Formula a Teoria da Presciência. Na sua abordagem, entre outras coisas,
explica: -“Como o homem tem de concorrer para o progresso geral, como certos
acontecimentos devem resultar da sua cooperação, pode acontecer que, em casos
especiais, ele pressinta esses acontecimentos, a fim de lhes preparar o
encaminhamento e de estar pronto a agir, em chegando a ocasião. Por isso é que
Deus, às vezes, permite se levante uma ponta do véu; mas, sempre com fim útil,
nunca para satisfação da vã curiosidade. Tal missão pode, pois, ser conferida,
não a todos os Espíritos, porquanto muitos há que do futuro não conhecem mais
do que os homens, porém a alguns Espíritos bastante adiantados para
desempenhá-la. Ora, é de notar-se que as revelações dessa espécie são sempre
feitas espontaneamente e jamais, ou, pelo menos, muito raramente, em resposta a
uma pergunta direta.
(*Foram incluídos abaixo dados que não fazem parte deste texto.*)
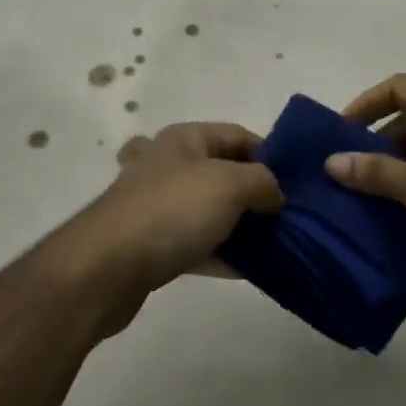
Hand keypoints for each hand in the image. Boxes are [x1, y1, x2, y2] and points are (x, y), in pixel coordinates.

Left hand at [65, 122, 281, 320]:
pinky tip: (253, 270)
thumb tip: (275, 194)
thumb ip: (263, 182)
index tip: (298, 184)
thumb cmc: (172, 211)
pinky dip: (223, 255)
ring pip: (212, 211)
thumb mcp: (229, 184)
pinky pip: (198, 245)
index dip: (270, 155)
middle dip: (258, 194)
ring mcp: (159, 206)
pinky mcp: (153, 244)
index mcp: (185, 139)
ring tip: (279, 245)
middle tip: (291, 217)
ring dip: (243, 227)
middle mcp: (170, 165)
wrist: (107, 267)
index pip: (238, 135)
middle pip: (225, 173)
Pode também semelhante missão ser confiada a certos
homens, desta maneira: Aquele a quem é dado o encargo de revelar uma coisa
oculta recebe, à sua revelia e por inspiração dos Espíritos que a conhecem, a
revelação dela e a transmite maquinalmente, sem se aperceber do que faz. É
sabido, ao demais, que, assim durante o sono, como em estado de vigília, nos
êxtases da dupla vista, a alma se desprende e adquire, em grau mais ou menos
alto, as faculdades do Espírito livre. Se for um Espírito adiantado, se,
sobretudo, houver recebido, como os profetas, uma missão especial para esse
efeito, gozará, nos momentos de emancipação da alma, da faculdade de abarcar,
por si mesmo, um período mais ou menos extenso, e verá, como presente, os
sucessos desse período. Pode então revelá-los no mesmo instante, ou conservar
lembrança deles ao despertar. Se os sucessos hajam de permanecer secretos, ele
os esquecerá, ou apenas guardará uma vaga intuição do que lhe foi revelado,
bastante para o guiar instintivamente. É assim que em certas ocasiões essa
faculdade se desenvolve providencialmente, na iminência de perigos, nas grandes
calamidades, nas revoluções, e é assim também que a maioria das seitas
perseguidas adquire numerosos videntes. É ainda por isso que se veem os grandes
capitães avançar resolutamente contra o inimigo, certos da vitória; que homens
de gênio, por exemplo, Cristóvão Colombo, caminham para uma meta, anunciando
previamente, por assim dizer, o instante em que a alcançarão. É que eles viram
essa meta, que, para seus Espíritos, deixou de ser o desconhecido. Todos os
fenômenos cuja causa era ignorada foram tidos à conta de maravilhosos. Uma vez
conhecida a lei segundo a qual eles se realizam, eles entraram na ordem das
coisas naturais. Nada, pois, tem de sobrenatural o dom da predição, mais do que
uma imensidade de outros fenômenos. Ele se funda nas propriedades da alma e na
lei das relações do Mundo Visível com o Mundo Invisível, que o Espiritismo veio
dar a conhecer. (...) A teoria da presciência talvez não resolva de
modo absoluto todos os casos que se possam apresentar de revelação do futuro,
mas não se pode deixar de convir em que lhe estabelece o princípio fundamental.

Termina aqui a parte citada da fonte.